-- About this exercise --
Give back every record below word for word, with the pictures omitted.

Dataset items
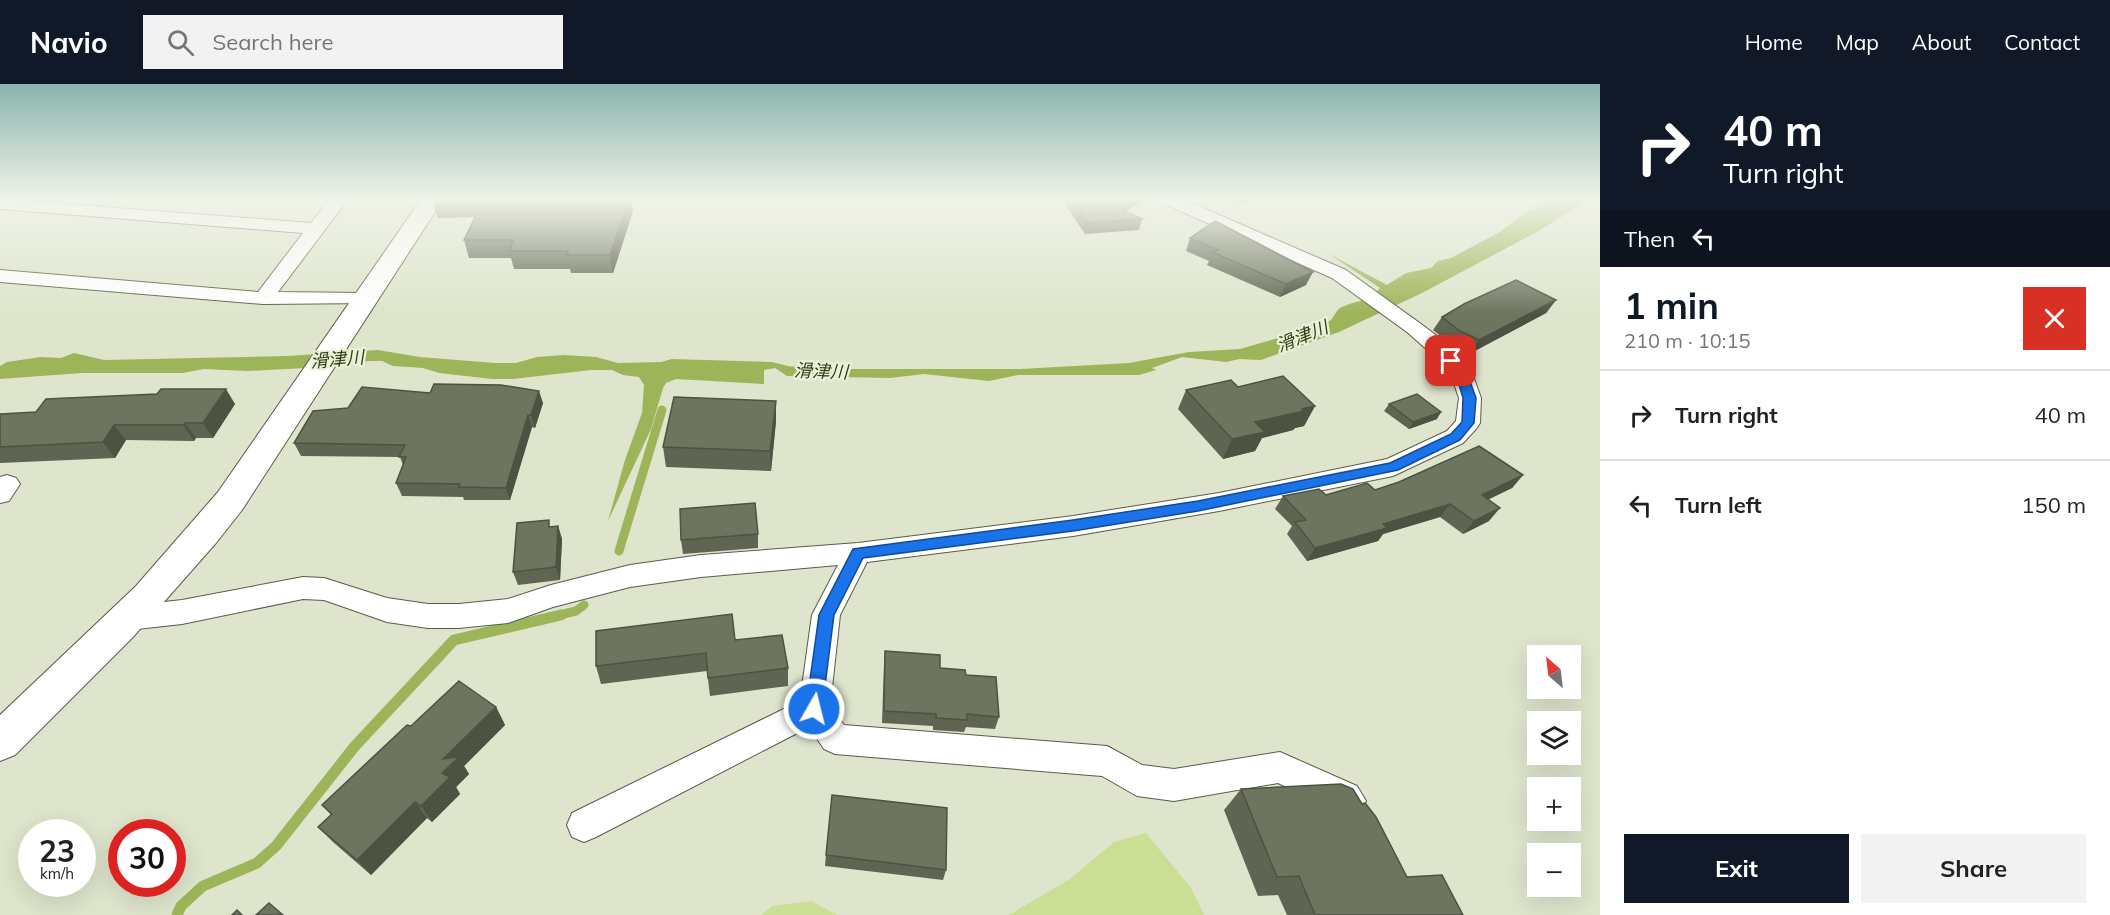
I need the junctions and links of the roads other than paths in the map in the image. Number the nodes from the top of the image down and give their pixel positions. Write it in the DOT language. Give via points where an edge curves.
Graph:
graph roads {
  1 [pos="312,237"];
  2 [pos="407,237"];
  3 [pos="1256,237"];
  4 [pos="0,276"];
  5 [pos="263,298"];
  6 [pos="364,299"];
  7 [pos="858,553"];
  8 [pos="128,618"];
  9 [pos="814,709"];
  10 [pos="0,742"];
  11 [pos="1365,820"];
  12 [pos="584,825"];
  1 -- 5 [label="street"];
  2 -- 6 [label="street"];
  3 -- 7 [label="street" via="1345,278 1441,350 1461,373 1470,398 1468,423 1455,437 1393,467 1220,502 1073,526"];
  4 -- 5 [label="street"];
  5 -- 6 [label="street"];
  6 -- 8 [label="street" via="230,501 198,544"];
  7 -- 8 [label="street" via="630,576 507,611 459,616 387,610 324,589 303,588 182,612"];
  7 -- 9 [label="street" via="826,615"];
  8 -- 10 [label="street"];
  9 -- 11 [label="street" via="835,739 1107,761 1137,780 1174,785 1280,767 1345,797"];
  9 -- 12 [label="street"];
}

-- Response area --
I need the junctions and links of the roads other than paths in the map in the image. Number the nodes from the top of the image down and give their pixel positions. Write it in the DOT language. Give via points where an edge curves.
Graph:
graph roads {
  1 [pos="312,237"];
  2 [pos="407,237"];
  3 [pos="1256,237"];
  4 [pos="0,276"];
  5 [pos="263,298"];
  6 [pos="364,299"];
  7 [pos="858,553"];
  8 [pos="128,618"];
  9 [pos="814,709"];
  10 [pos="0,742"];
  11 [pos="1365,820"];
  12 [pos="584,825"];
  1 -- 5 [label="street"];
  2 -- 6 [label="street"];
  3 -- 7 [label="street" via="1345,278 1441,350 1461,373 1470,398 1468,423 1455,437 1393,467 1220,502 1073,526"];
  4 -- 5 [label="street"];
  5 -- 6 [label="street"];
  6 -- 8 [label="street" via="230,501 198,544"];
  7 -- 8 [label="street" via="630,576 507,611 459,616 387,610 324,589 303,588 182,612"];
  7 -- 9 [label="street" via="826,615"];
  8 -- 10 [label="street"];
  9 -- 11 [label="street" via="835,739 1107,761 1137,780 1174,785 1280,767 1345,797"];
  9 -- 12 [label="street"];
}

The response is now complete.